L’Essentiel : Le 29 mars 2024, Mme [N] [F] a assigné Mme [T] [Z] devant le tribunal judiciaire de Meaux, demandant l’annulation de la vente d’un bâtiment et la restitution de 171.700 € pour divers frais et dommages. Elle a soutenu que des expertises avaient établi la responsabilité d’un copropriétaire pour des infiltrations d’eau, rendant son bien inoccupable. Malgré l’absence de Mme [T] [Z] lors de l’audience, le tribunal a noté que Mme [N] [F] n’avait pas produit l’acte de vente, empêchant la vérification d’une clause de garantie des vices cachés. Les demandes de Mme [N] [F] ont été rejetées.

Exposé du litige

Par acte authentique en date du 19 juillet 2018, Mme [T], [O] [Z] a vendu à Mme [N], [X] [F] un bâtiment à deux niveaux à usage d’habitation, situé à [Adresse 2] – [Localité 4]. Le 9 avril 2022, Mme [N] [F] a déclaré un sinistre de dégât des eaux à son assureur, BPCE Assurances. À la demande de l’assureur, le juge des référés du tribunal judiciaire de Meaux a ordonné une mesure d’expertise le 12 avril 2023, désignant M. [C] [I] comme expert, remplacé par M. [L] [K] le 19 septembre 2023.

Assignation et demandes de Mme [N] [F]

Le 29 mars 2024, Mme [N] [F] a assigné Mme [T] [Z] devant le tribunal judiciaire de Meaux, demandant l’annulation de la vente immobilière et la restitution de diverses sommes, incluant le prix de vente de 147.000 €, des frais notariés de 14.700 €, des frais d’avocat et d’expertise de 10.000 €, ainsi que des dommages et intérêts pour trouble de jouissance et préjudice psychologique. Elle a soutenu que des expertises amiables avaient retenu la responsabilité d’un copropriétaire pour des infiltrations d’eau, rendant son bien inoccupable.

Arguments de Mme [N] [F]

Mme [N] [F] a fait valoir qu’elle avait subi le dégât des eaux pour la première fois le 9 avril 2022 et qu’elle avait jusqu’au 9 avril 2024 pour agir contre le vendeur en vertu de l’article 1648 du code civil. Elle a également mentionné que des expertises avaient révélé que le sinistre était antérieur à la vente, connu de l’ancienne copropriétaire, et que la situation avait causé des dommages importants à son bien.
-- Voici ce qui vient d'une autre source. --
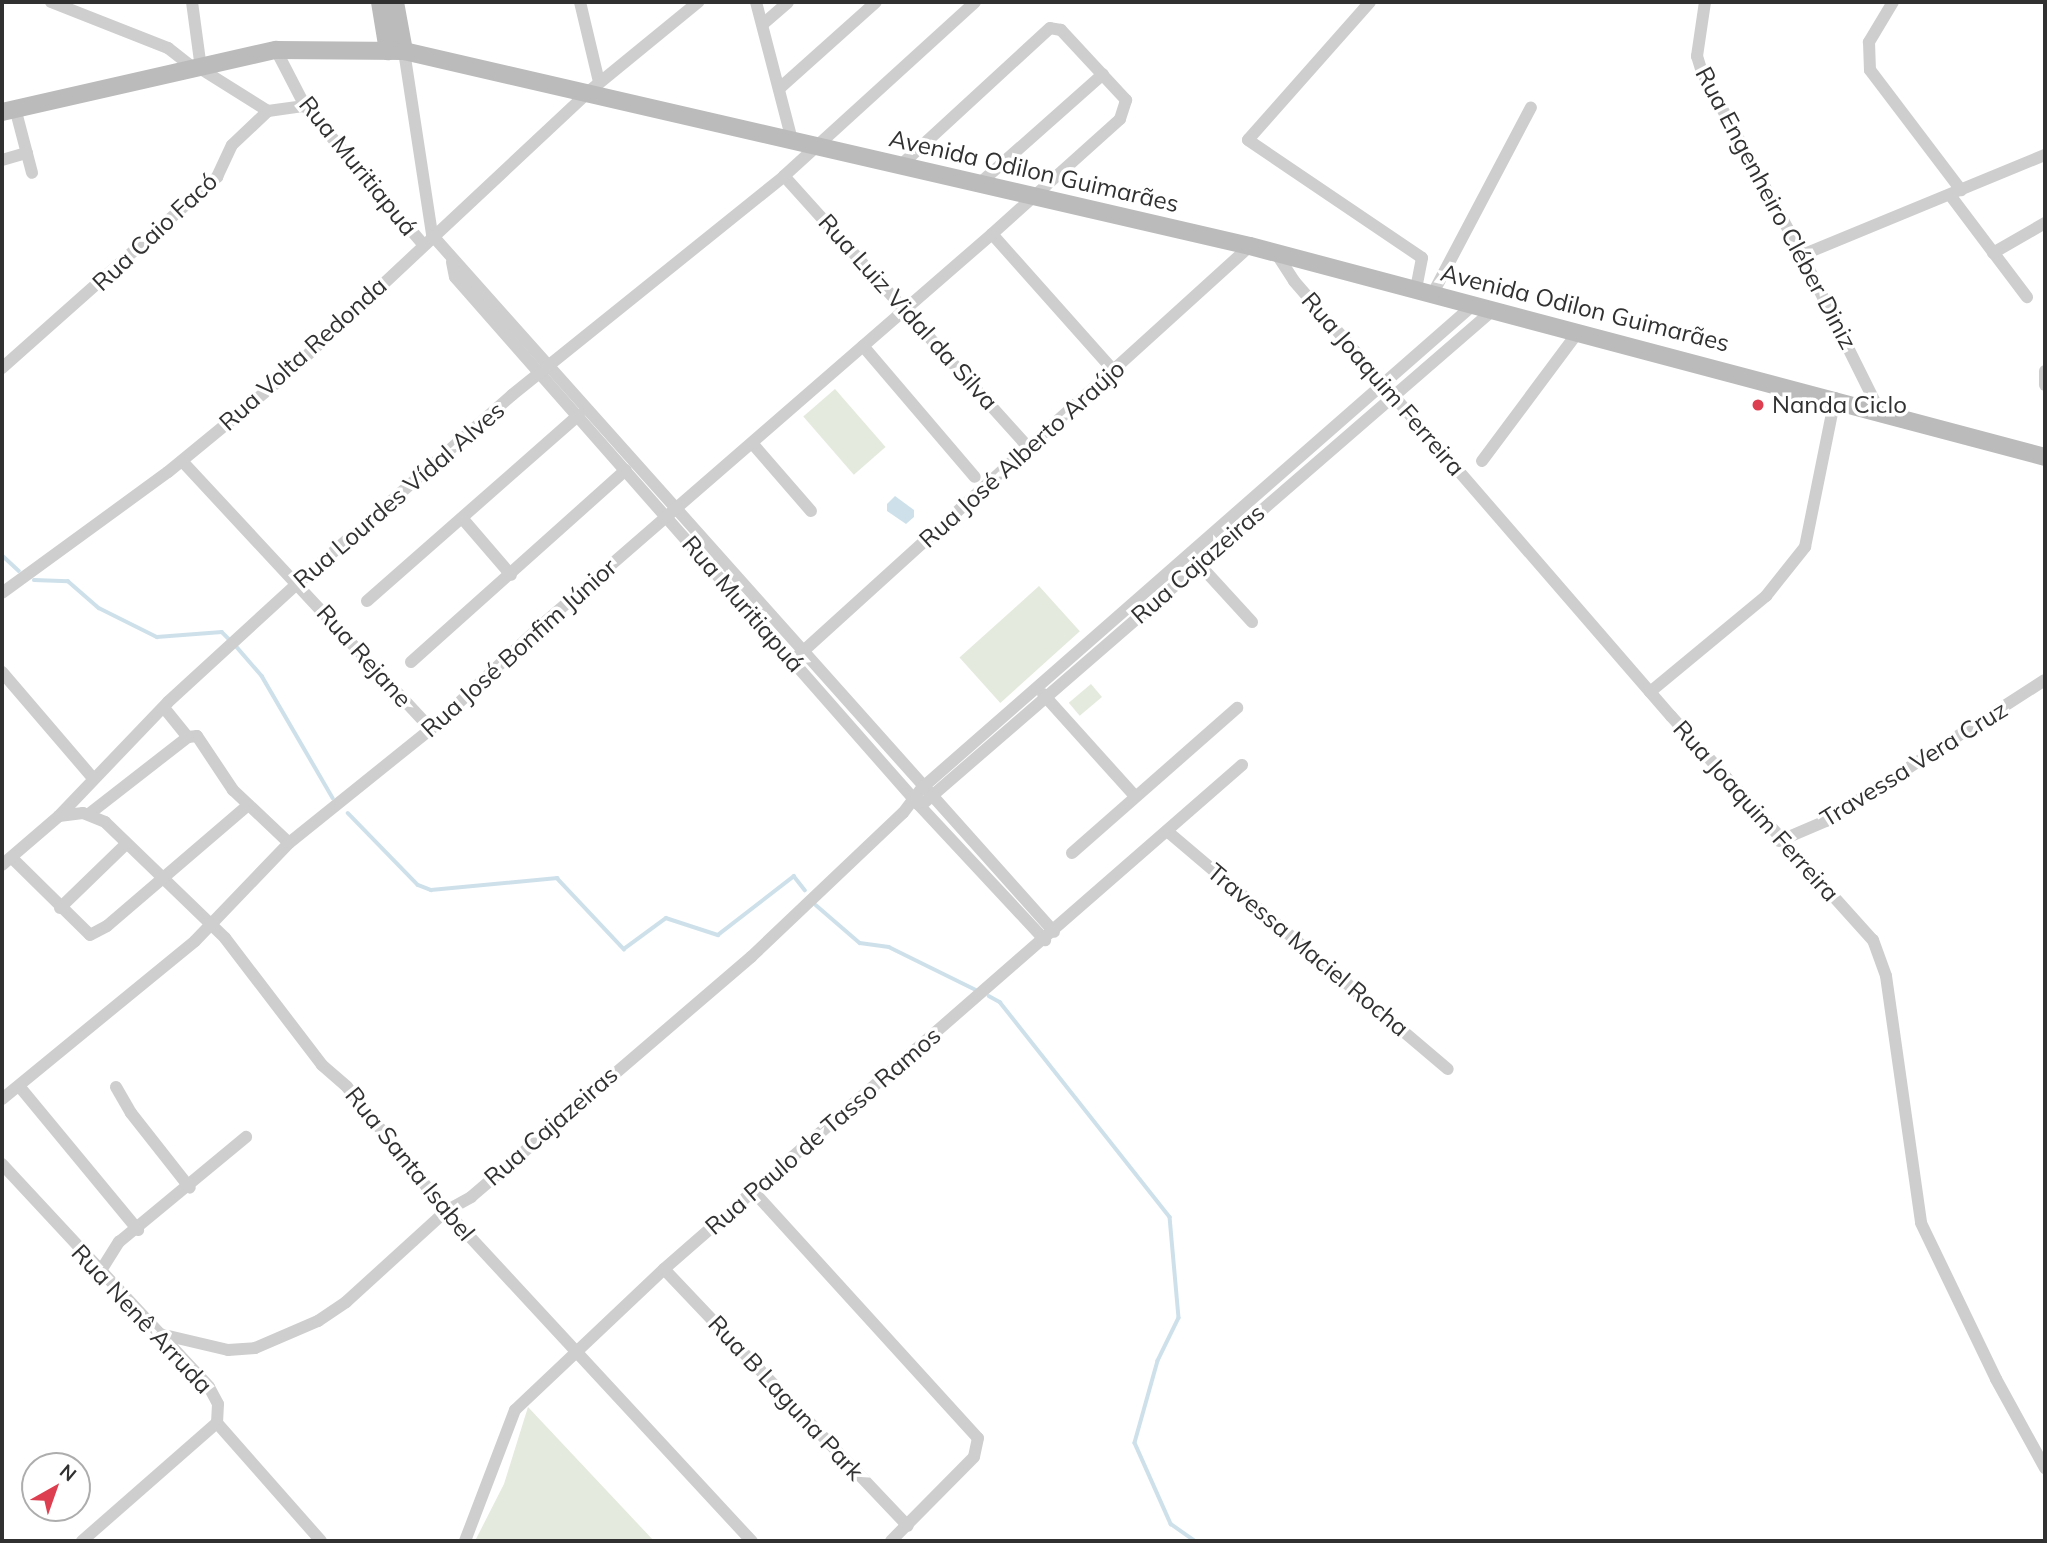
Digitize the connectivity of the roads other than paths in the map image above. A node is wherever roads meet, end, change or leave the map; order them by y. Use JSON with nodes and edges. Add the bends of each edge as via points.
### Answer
{"nodes":[{"id":1,"x":51,"y":2,"type":"edge"},
{"id":2,"x":192,"y":2,"type":"edge"},
{"id":3,"x":380,"y":2,"type":"edge"},
{"id":4,"x":395,"y":2,"type":"edge"},
{"id":5,"x":580,"y":2,"type":"edge"},
{"id":6,"x":698,"y":2,"type":"edge"},
{"id":7,"x":756,"y":2,"type":"edge"},
{"id":8,"x":788,"y":2,"type":"edge"},
{"id":9,"x":876,"y":2,"type":"edge"},
{"id":10,"x":975,"y":2,"type":"edge"},
{"id":11,"x":1370,"y":2,"type":"edge"},
{"id":12,"x":1705,"y":2,"type":"edge"},
{"id":13,"x":1893,"y":2,"type":"edge"},
{"id":14,"x":763,"y":24,"type":"junction"},
{"id":15,"x":276,"y":50,"type":"junction"},
{"id":16,"x":396,"y":51,"type":"junction"},
{"id":17,"x":195,"y":65,"type":"junction"},
{"id":18,"x":1102,"y":74,"type":"junction"},
{"id":19,"x":593,"y":87,"type":"junction"},
{"id":20,"x":781,"y":87,"type":"junction"},
{"id":21,"x":305,"y":106,"type":"junction"},
{"id":22,"x":1531,"y":107,"type":"dead end"},
{"id":23,"x":8,"y":110,"type":"edge"},
{"id":24,"x":268,"y":111,"type":"junction"},
{"id":25,"x":792,"y":140,"type":"junction"},
{"id":26,"x":818,"y":146,"type":"junction"},
{"id":27,"x":27,"y":153,"type":"junction"},
{"id":28,"x":2045,"y":155,"type":"edge"},
{"id":29,"x":2,"y":160,"type":"edge"},
{"id":30,"x":901,"y":165,"type":"junction"},
{"id":31,"x":32,"y":173,"type":"dead end"},
{"id":32,"x":784,"y":176,"type":"junction"},
{"id":33,"x":981,"y":183,"type":"junction"},
{"id":34,"x":1955,"y":193,"type":"junction"},
{"id":35,"x":1036,"y":194,"type":"junction"},
{"id":36,"x":2045,"y":223,"type":"edge"},
{"id":37,"x":992,"y":234,"type":"junction"},
{"id":38,"x":427,"y":239,"type":"junction"},
{"id":39,"x":1250,"y":246,"type":"junction"},
{"id":40,"x":1276,"y":253,"type":"junction"},
{"id":41,"x":1993,"y":253,"type":"junction"},
{"id":42,"x":1802,"y":255,"type":"junction"},
{"id":43,"x":1424,"y":292,"type":"junction"},
{"id":44,"x":2027,"y":298,"type":"dead end"},
{"id":45,"x":1472,"y":306,"type":"junction"},
{"id":46,"x":907,"y":308,"type":"junction"},
{"id":47,"x":1492,"y":311,"type":"junction"},
{"id":48,"x":1578,"y":332,"type":"junction"},
{"id":49,"x":863,"y":346,"type":"junction"},
{"id":50,"x":2,"y":368,"type":"edge"},
{"id":51,"x":547,"y":369,"type":"junction"},
{"id":52,"x":1114,"y":371,"type":"junction"},
{"id":53,"x":2045,"y":371,"type":"edge"},
{"id":54,"x":1383,"y":381,"type":"junction"},
{"id":55,"x":2045,"y":385,"type":"edge"},
{"id":56,"x":1393,"y":394,"type":"junction"},
{"id":57,"x":1835,"y":398,"type":"junction"},
{"id":58,"x":1879,"y":410,"type":"junction"},
{"id":59,"x":579,"y":415,"type":"junction"},
{"id":60,"x":752,"y":443,"type":"junction"},
{"id":61,"x":1030,"y":449,"type":"junction"},
{"id":62,"x":2045,"y":457,"type":"edge"},
{"id":63,"x":182,"y":461,"type":"junction"},
{"id":64,"x":1482,"y":461,"type":"dead end"},
{"id":65,"x":626,"y":470,"type":"junction"},
{"id":66,"x":975,"y":477,"type":"dead end"},
{"id":67,"x":811,"y":511,"type":"dead end"},
{"id":68,"x":671,"y":512,"type":"junction"},
{"id":69,"x":462,"y":518,"type":"junction"},
{"id":70,"x":1198,"y":564,"type":"junction"},
{"id":71,"x":511,"y":575,"type":"junction"},
{"id":72,"x":299,"y":583,"type":"junction"},
{"id":73,"x":2,"y":593,"type":"edge"},
{"id":74,"x":367,"y":601,"type":"dead end"},
{"id":75,"x":1252,"y":622,"type":"dead end"},
{"id":76,"x":798,"y":656,"type":"junction"},
{"id":77,"x":411,"y":662,"type":"dead end"},
{"id":78,"x":2,"y":672,"type":"edge"},
{"id":79,"x":2045,"y":680,"type":"edge"},
{"id":80,"x":1035,"y":686,"type":"junction"},
{"id":81,"x":1650,"y":692,"type":"junction"},
{"id":82,"x":1047,"y":699,"type":"junction"},
{"id":83,"x":1237,"y":708,"type":"dead end"},
{"id":84,"x":164,"y":709,"type":"junction"},
{"id":85,"x":431,"y":729,"type":"junction"},
{"id":86,"x":188,"y":737,"type":"junction"},
{"id":87,"x":1242,"y":765,"type":"dead end"},
{"id":88,"x":93,"y":778,"type":"junction"},
{"id":89,"x":922,"y":788,"type":"junction"},
{"id":90,"x":1135,"y":796,"type":"junction"},
{"id":91,"x":932,"y":799,"type":"junction"},
{"id":92,"x":916,"y":802,"type":"junction"},
{"id":93,"x":248,"y":805,"type":"junction"},
{"id":94,"x":89,"y":814,"type":"junction"},
{"id":95,"x":59,"y":816,"type":"junction"},
{"id":96,"x":1167,"y":831,"type":"junction"},
{"id":97,"x":1779,"y":841,"type":"junction"},
{"id":98,"x":289,"y":843,"type":"junction"},
{"id":99,"x":126,"y":845,"type":"junction"},
{"id":100,"x":1072,"y":853,"type":"dead end"},
{"id":101,"x":7,"y":862,"type":"edge"},
{"id":102,"x":163,"y":877,"type":"junction"},
{"id":103,"x":60,"y":908,"type":"junction"},
{"id":104,"x":210,"y":923,"type":"junction"},
{"id":105,"x":1049,"y":936,"type":"junction"},
{"id":106,"x":1448,"y":1069,"type":"dead end"},
{"id":107,"x":19,"y":1086,"type":"junction"},
{"id":108,"x":116,"y":1087,"type":"dead end"},
{"id":109,"x":2,"y":1099,"type":"edge"},
{"id":110,"x":246,"y":1137,"type":"dead end"},
{"id":111,"x":2,"y":1164,"type":"edge"},
{"id":112,"x":190,"y":1188,"type":"junction"},
{"id":113,"x":754,"y":1191,"type":"junction"},
{"id":114,"x":446,"y":1211,"type":"junction"},
{"id":115,"x":138,"y":1230,"type":"junction"},
{"id":116,"x":664,"y":1269,"type":"junction"},
{"id":117,"x":100,"y":1272,"type":"junction"},
{"id":118,"x":160,"y":1334,"type":"junction"},
{"id":119,"x":573,"y":1353,"type":"junction"},
{"id":120,"x":216,"y":1423,"type":"junction"},
{"id":121,"x":2045,"y":1468,"type":"edge"},
{"id":122,"x":908,"y":1526,"type":"junction"},
{"id":123,"x":82,"y":1541,"type":"edge"},
{"id":124,"x":321,"y":1541,"type":"edge"},
{"id":125,"x":465,"y":1541,"type":"edge"},
{"id":126,"x":752,"y":1541,"type":"edge"},
{"id":127,"x":891,"y":1541,"type":"edge"}],
"edges":[{"from":1,"to":17,"type":"street","name":"Rua Muritiapuá","via":[[150,40]]},
{"from":2,"to":17,"type":"street"},
{"from":3,"to":16,"type":"street"},
{"from":4,"to":16,"type":"street"},
{"from":5,"to":19,"type":"street"},
{"from":6,"to":19,"type":"street","name":"Rua Volta Redonda"},
{"from":7,"to":14,"type":"street"},
{"from":8,"to":14,"type":"street"},
{"from":9,"to":20,"type":"street"},
{"from":10,"to":26,"type":"street","name":"Rua Lourdes Vídal Alves"},
{"from":11,"to":43,"type":"street","via":[[1249,135],[1249,144],[1422,258]]},
{"from":12,"to":42,"type":"street","name":"Rua Engenheiro Cléber Diniz","via":[[1699,63]]},
{"from":13,"to":34,"type":"street","via":[[1869,41],[1870,70]]},
{"from":14,"to":20,"type":"street"},
{"from":15,"to":16,"type":"street","name":"Avenida Odilon Guimarães"},
{"from":15,"to":17,"type":"street","name":"Avenida Odilon Guimarães"},
{"from":15,"to":21,"type":"street","name":"Rua Muritiapuá"},
{"from":16,"to":19,"type":"street","name":"Avenida Odilon Guimarães"},
{"from":16,"to":38,"type":"street"},
{"from":17,"to":23,"type":"street","name":"Avenida Odilon Guimarães"},
{"from":17,"to":24,"type":"street","name":"Rua Muritiapuá"},
{"from":18,"to":30,"type":"street","via":[[1060,30],[1046,31]]},
{"from":18,"to":33,"type":"street"},
{"from":18,"to":35,"type":"street","name":"Rua José Bonfim Júnior","via":[[1125,97],[1127,106],[1120,119]]},
{"from":19,"to":25,"type":"street","name":"Avenida Odilon Guimarães"},
{"from":19,"to":38,"type":"street","name":"Rua Volta Redonda"},
{"from":20,"to":25,"type":"street"},
{"from":21,"to":24,"type":"street"},
{"from":21,"to":38,"type":"street","name":"Rua Muritiapuá"},
{"from":22,"to":43,"type":"street"},
{"from":23,"to":27,"type":"street"},
{"from":24,"to":50,"type":"street","name":"Rua Caio Facó","via":[[232,145],[224,167],[206,187]]},
{"from":25,"to":26,"type":"street","name":"Avenida Odilon Guimarães"},
{"from":26,"to":30,"type":"street","name":"Avenida Odilon Guimarães"},
{"from":26,"to":32,"type":"street","name":"Rua Lourdes Vídal Alves"},
{"from":27,"to":29,"type":"street"},
{"from":27,"to":31,"type":"street"},
{"from":28,"to":34,"type":"street"},
{"from":30,"to":33,"type":"street","name":"Avenida Odilon Guimarães"},
{"from":32,"to":46,"type":"street","name":"Rua Luiz Vidal da Silva"},
{"from":32,"to":51,"type":"street","name":"Rua Lourdes Vídal Alves"},
{"from":33,"to":35,"type":"street","name":"Avenida Odilon Guimarães"},
{"from":34,"to":41,"type":"street"},
{"from":34,"to":42,"type":"street"},
{"from":35,"to":37,"type":"street","name":"Rua José Bonfim Júnior"},
{"from":35,"to":39,"type":"street","name":"Avenida Odilon Guimarães"},
{"from":36,"to":41,"type":"street"},
{"from":37,"to":46,"type":"street","name":"Rua José Bonfim Júnior"},
{"from":37,"to":52,"type":"street"},
{"from":38,"to":51,"type":"street","name":"Rua Muritiapuá","via":[[466,270]]},
{"from":38,"to":63,"type":"street","name":"Rua Volta Redonda","via":[[326,340]]},
{"from":39,"to":40,"type":"street","name":"Avenida Odilon Guimarães"},
{"from":39,"to":52,"type":"street","name":"Rua José Alberto Araújo"},
{"from":40,"to":43,"type":"street","name":"Avenida Odilon Guimarães"},
{"from":40,"to":54,"type":"street","name":"Rua Joaquim Ferreira","via":[[1294,281]]},
{"from":41,"to":44,"type":"street"},
{"from":42,"to":58,"type":"street","name":"Rua Engenheiro Cléber Diniz"},
{"from":43,"to":45,"type":"street","name":"Avenida Odilon Guimarães"},
{"from":45,"to":47,"type":"street","name":"Avenida Odilon Guimarães"},
{"from":45,"to":54,"type":"street","name":"Rua Cajazeiras"},
{"from":46,"to":49,"type":"street","name":"Rua José Bonfim Júnior"},
{"from":46,"to":61,"type":"street","name":"Rua Luiz Vidal da Silva"},
{"from":47,"to":48,"type":"street","name":"Avenida Odilon Guimarães"},
{"from":47,"to":56,"type":"street","name":"Rua Cajazeiras"},
{"from":48,"to":57,"type":"street","name":"Avenida Odilon Guimarães"},
{"from":48,"to":64,"type":"street"},
{"from":49,"to":60,"type":"street","name":"Rua José Bonfim Júnior"},
{"from":49,"to":66,"type":"street"},
{"from":51,"to":59,"type":"street","name":"Rua Muritiapuá"},
{"from":51,"to":68,"type":"street","name":"Rua Muritiapuá"},
{"from":51,"to":72,"type":"street","name":"Rua Lourdes Vídal Alves"},
{"from":52,"to":61,"type":"street","name":"Rua José Alberto Araújo"},
{"from":53,"to":55,"type":"street"},
{"from":54,"to":56,"type":"street","name":"Rua Joaquim Ferreira"},
{"from":54,"to":80,"type":"street","name":"Rua Cajazeiras"},
{"from":56,"to":70,"type":"street","name":"Rua Cajazeiras"},
{"from":56,"to":81,"type":"street","name":"Rua Joaquim Ferreira"},
{"from":57,"to":58,"type":"street","name":"Avenida Odilon Guimarães"},
{"from":57,"to":81,"type":"street","via":[[1805,547],[1766,596]]},
{"from":58,"to":62,"type":"street","name":"Avenida Odilon Guimarães"},
{"from":59,"to":65,"type":"street","name":"Rua Muritiapuá"},
{"from":59,"to":69,"type":"street"},
{"from":60,"to":67,"type":"street"},
{"from":60,"to":68,"type":"street","name":"Rua José Bonfim Júnior"},
{"from":61,"to":76,"type":"street","name":"Rua José Alberto Araújo"},
{"from":63,"to":72,"type":"street","name":"Rua Rejane"},
{"from":63,"to":73,"type":"street","name":"Rua Volta Redonda"},
{"from":65,"to":68,"type":"street","name":"Rua Muritiapuá"},
{"from":65,"to":71,"type":"street"},
{"from":68,"to":76,"type":"street","name":"Rua Muritiapuá"},
{"from":68,"to":85,"type":"street","name":"Rua José Bonfim Júnior"},
{"from":69,"to":71,"type":"street"},
{"from":69,"to":74,"type":"street"},
{"from":70,"to":75,"type":"street"},
{"from":70,"to":82,"type":"street","name":"Rua Cajazeiras"},
{"from":71,"to":77,"type":"street"},
{"from":72,"to":84,"type":"street","name":"Rua Lourdes Vídal Alves"},
{"from":72,"to":85,"type":"street","name":"Rua Rejane"},
{"from":76,"to":89,"type":"street","name":"Rua Muritiapuá"},
{"from":76,"to":92,"type":"street","name":"Rua Muritiapuá"},
{"from":78,"to":88,"type":"street"},
{"from":79,"to":97,"type":"street","name":"Travessa Vera Cruz","via":[[1826,821]]},
{"from":80,"to":82,"type":"street"},
{"from":80,"to":89,"type":"street","name":"Rua Cajazeiras"},
{"from":81,"to":97,"type":"street","name":"Rua Joaquim Ferreira"},
{"from":82,"to":90,"type":"street"},
{"from":82,"to":91,"type":"street","name":"Rua Cajazeiras"},
{"from":83,"to":90,"type":"street"},
{"from":84,"to":86,"type":"street"},
{"from":84,"to":88,"type":"street","name":"Rua Lourdes Vídal Alves"},
{"from":85,"to":98,"type":"street","name":"Rua José Bonfim Júnior"},
{"from":86,"to":93,"type":"street","via":[[201,740],[224,779]]},
{"from":86,"to":94,"type":"street"},
{"from":87,"to":96,"type":"street","name":"Rua Paulo de Tasso Ramos"},
{"from":88,"to":95,"type":"street","name":"Rua Lourdes Vídal Alves"},
{"from":89,"to":91,"type":"street","name":"Rua Muritiapuá"},
{"from":89,"to":92,"type":"street","name":"Rua Cajazeiras"},
{"from":90,"to":100,"type":"street"},
{"from":91,"to":92,"type":"street","name":"Rua Cajazeiras"},
{"from":91,"to":105,"type":"street","name":"Rua Muritiapuá"},
{"from":92,"to":105,"type":"street","name":"Rua Muritiapuá"},
{"from":92,"to":114,"type":"street","name":"Rua Cajazeiras","via":[[751,957],[471,1197]]},
{"from":93,"to":98,"type":"street"},
{"from":93,"to":102,"type":"street"},
{"from":94,"to":95,"type":"street"},
{"from":94,"to":99,"type":"street","name":"Rua Santa Isabel","via":[[105,822]]},
{"from":95,"to":101,"type":"street","name":"Rua Lourdes Vídal Alves"},
{"from":96,"to":105,"type":"street","name":"Rua Paulo de Tasso Ramos"},
{"from":96,"to":106,"type":"street","name":"Travessa Maciel Rocha"},
{"from":97,"to":121,"type":"street","name":"Rua Joaquim Ferreira","via":[[1878,949],[1886,976],[1922,1223],[1996,1379]]},
{"from":98,"to":104,"type":"street","name":"Rua José Bonfim Júnior"},
{"from":99,"to":102,"type":"street","name":"Rua Santa Isabel"},
{"from":99,"to":103,"type":"street"},
{"from":101,"to":103,"type":"street"},
{"from":102,"to":103,"type":"street","via":[[98,932],[85,933]]},
{"from":102,"to":104,"type":"street","name":"Rua Santa Isabel"},
{"from":104,"to":107,"type":"street","name":"Rua José Bonfim Júnior","via":[[195,941]]},
{"from":104,"to":114,"type":"street","name":"Rua Santa Isabel"},
{"from":105,"to":113,"type":"street","name":"Rua Paulo de Tasso Ramos"},
{"from":107,"to":109,"type":"street","name":"Rua José Bonfim Júnior"},
{"from":107,"to":115,"type":"street"},
{"from":108,"to":112,"type":"street"},
{"from":110,"to":112,"type":"street"},
{"from":111,"to":117,"type":"street","name":"Rua Nenê Arruda"},
{"from":112,"to":115,"type":"street"},
{"from":113,"to":116,"type":"street","name":"Rua Paulo de Tasso Ramos"},
{"from":113,"to":122,"type":"street","via":[[978,1438],[974,1457]]},
{"from":114,"to":118,"type":"street","name":"Rua Cajazeiras","via":[[346,1302],[277,1341],[228,1350]]},
{"from":114,"to":119,"type":"street","name":"Rua Santa Isabel"},
{"from":115,"to":117,"type":"street","via":[[113,1248]]},
{"from":116,"to":119,"type":"street","name":"Rua Paulo de Tasso Ramos"},
{"from":116,"to":122,"type":"street","name":"Rua B Laguna Park"},
{"from":117,"to":118,"type":"street","name":"Rua Nenê Arruda"},
{"from":118,"to":120,"type":"street","name":"Rua Nenê Arruda","via":[[213,1393]]},
{"from":119,"to":125,"type":"street","name":"Rua Paulo de Tasso Ramos","via":[[515,1410]]},
{"from":119,"to":126,"type":"street","name":"Rua Santa Isabel"},
{"from":120,"to":123,"type":"street"},
{"from":120,"to":124,"type":"street","name":"Rua Nenê Arruda"},
{"from":122,"to":127,"type":"street"}]}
Réponse de Mme [T] [Z] et décision du tribunal

Mme [T] [Z] n’a pas constitué avocat et le juge de la mise en état a clos l’instruction le 7 octobre 2024. Le tribunal a statué sur le fond malgré l’absence de comparution de Mme [T] [Z]. Il a noté que Mme [N] [F] n’avait pas produit l’acte de vente, rendant impossible la vérification d’une éventuelle clause de garantie des vices cachés. En conséquence, les demandes de Mme [N] [F] ont été jugées non fondées et rejetées.

Conclusion du jugement

Le tribunal a rejeté les demandes de Mme [N], [X] [F] et l’a condamnée aux dépens, statuant par jugement réputé contradictoire, mis à disposition au greffe et en premier ressort.

Q/R juridiques soulevées :

Quelle est la recevabilité de l’action en garantie des vices cachés selon le Code civil ?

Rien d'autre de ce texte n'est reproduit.